The easiest way to start checking a new e-mail account is to use a webmail interface. This guide covers setting up an e-mail account in an e-mail application (a.k.a. client) installed locally on your computer.
If you wish to use webmail instead of proceeding with a local client and you are using cPanel’s server software please see our New User Tutorial: Logging In To cPanel Services.
All popular (and more importantly up to date) e-mail clients require only a few basic pieces of information to start checking and sending messages from your account.
The server that receives and stores messages sent to your e-mail account, accessed by the e-mail client via IMAP or POP3. For an overview of the differences between the two please see our IMAP vs POP3 E-Mail guide.
Outgoing Server (SMTP)
The server that sends e-mail from your account.
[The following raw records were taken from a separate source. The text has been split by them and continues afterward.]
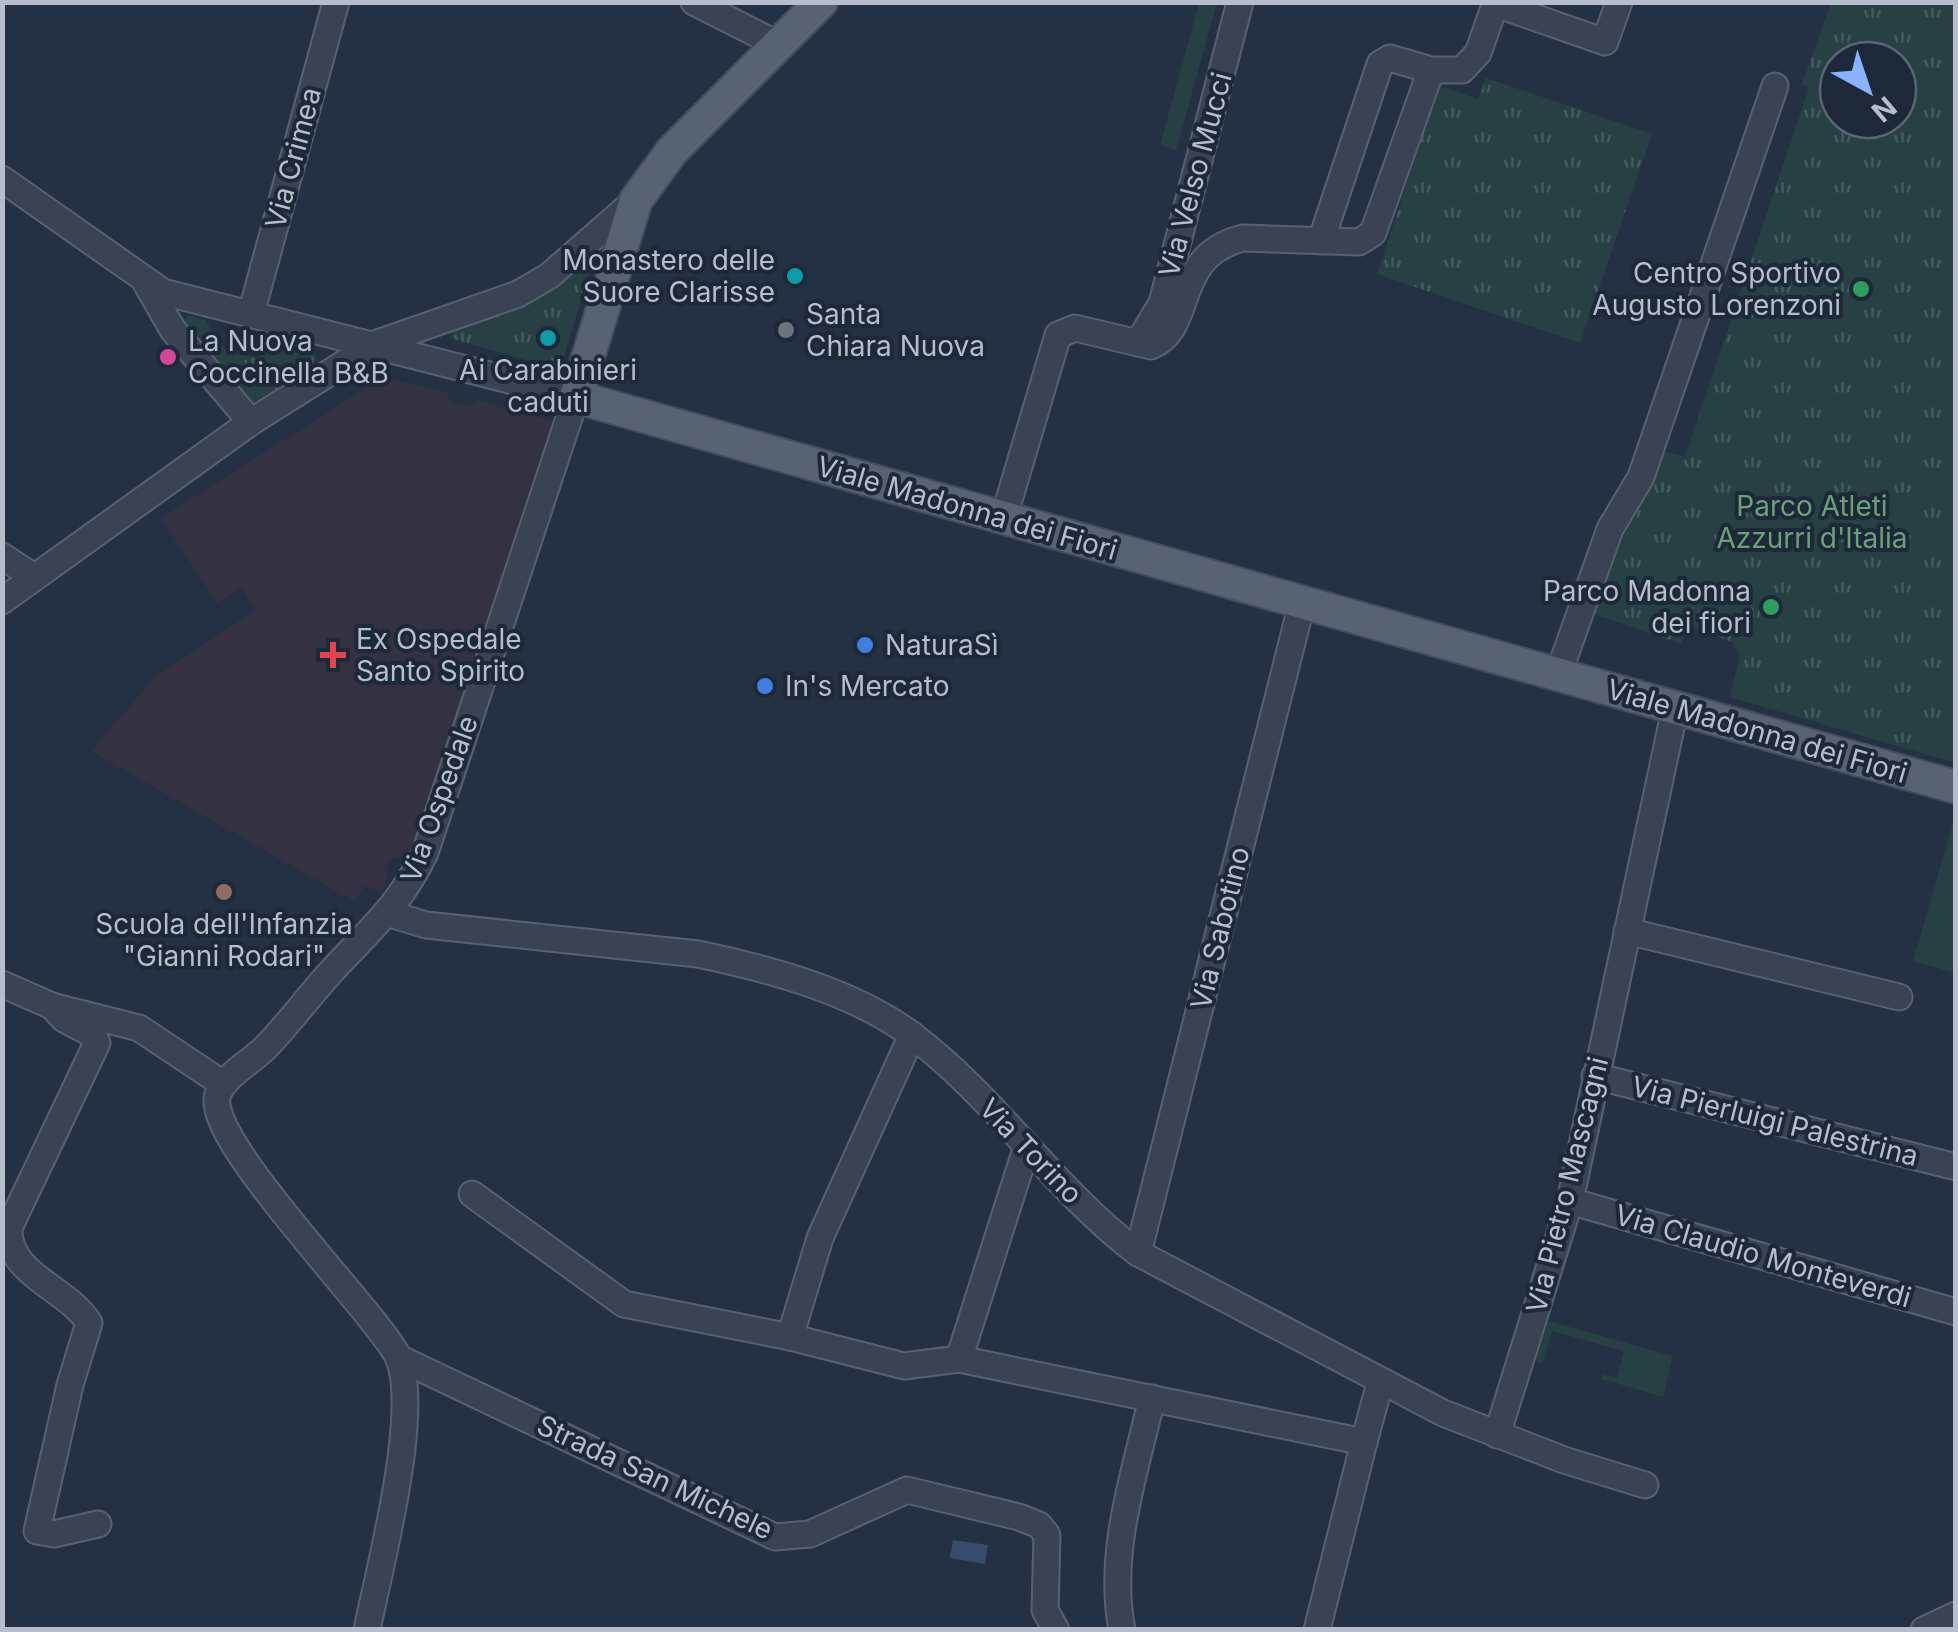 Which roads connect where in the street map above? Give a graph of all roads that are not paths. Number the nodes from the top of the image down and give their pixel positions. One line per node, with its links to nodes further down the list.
1 (336, 2): 14 (street, Via Crimea)
2 (694, 2): 7 (street)
3 (821, 2): 7 (main road)
4 (1240, 2): 15 (street, Via Velso Mucci)
5 (1619, 2): 6 (street)
6 (1496, 3): 8 (street)
7 (777, 44): 11 (main road)
8 (1431, 70): 12 (street); 12 (street)
9 (1775, 86): 24 (street)
10 (2, 179): 13 (street)
11 (636, 200): 16 (street); 17 (main road)
12 (1321, 241): 15 (street, Via Velso Mucci)
13 (146, 283): 14 (street, Viale Madonna dei Fiori); 18 (street)
14 (251, 314): 16 (street, Viale Madonna dei Fiori)
15 (1138, 343): 19 (street)
16 (374, 344): 17 (street, Viale Madonna dei Fiori); 18 (street)
17 (576, 397): 19 (main road, Viale Madonna dei Fiori); 27 (street, Via Ospedale)
18 (251, 422): 21 (street)
19 (1004, 517): 23 (main road, Viale Madonna dei Fiori)
20 (2, 556): 21 (street)
21 (34, 577): 22 (street)
22 (2, 601)
23 (1302, 603): 24 (main road, Viale Madonna dei Fiori); 39 (street, Via Sabotino)
24 (1558, 675): 25 (main road, Viale Madonna dei Fiori)
25 (1675, 710): 26 (main road, Viale Madonna dei Fiori); 28 (street, Via Pietro Mascagni)
26 (1956, 787)
27 (390, 914): 32 (street, Via Torino); 34 (street, Via Ospedale)
28 (1627, 931): 30 (street); 33 (street, Via Pietro Mascagni)
29 (2, 984): 31 (street)
30 (1899, 997)
31 (52, 1006): 34 (street); 49 (street)
32 (912, 1035): 35 (street, Via Torino); 41 (street)
33 (1595, 1076): 36 (street, Via Pierluigi Palestrina); 38 (street, Via Pietro Mascagni)
34 (223, 1084): 42 (street, Strada San Michele)
35 (1027, 1146): 39 (street, Via Torino); 43 (street)
36 (1956, 1167)
37 (472, 1194): 41 (street)
38 (1570, 1201): 40 (street, Via Claudio Monteverdi); 46 (street, Via Pietro Mascagni)
39 (1138, 1253): 44 (street, Via Torino)
40 (1956, 1312)
41 (790, 1337): 43 (street)
42 (399, 1358): 51 (street); 52 (street, Strada San Michele)
43 (959, 1359): 45 (street)
44 (1380, 1382): 46 (street, Via Torino); 47 (street)
45 (1152, 1398): 47 (street); 53 (street)
46 (1497, 1435): 48 (street, Via Torino)
47 (1364, 1442): 54 (street)
48 (1645, 1485)
49 (98, 1524)
50 (1956, 1616): 55 (street)
51 (368, 1630)
52 (1056, 1630)
53 (1122, 1630)
54 (1317, 1630)
55 (1924, 1630)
Your SMTP server may require some additional security settings but these are also fairly easy to enable.
User Name & Password
Authentication credentials that allow access your e-mail account and messages.
Note: XeonBD support recommends entering your entire e-mail address, including the @ and domain name, when setting up an e-mail client. When you are prompted for your e-mail address, incoming, or outgoing user names be sure to enter your entire address.
These settings can vary from case to case depending on how you want to use your e-mail. For example, if you are checking your e-mail using POP3 your e-mail client has the option of leaving messages on the server or removing them immediately. Extra settings also apply to your SMTP server in regards to outbound authentication, port numbers, etc. If you have any questions regarding the extra settings your e-mail client might need please contact our support team and we will be happy to advise you.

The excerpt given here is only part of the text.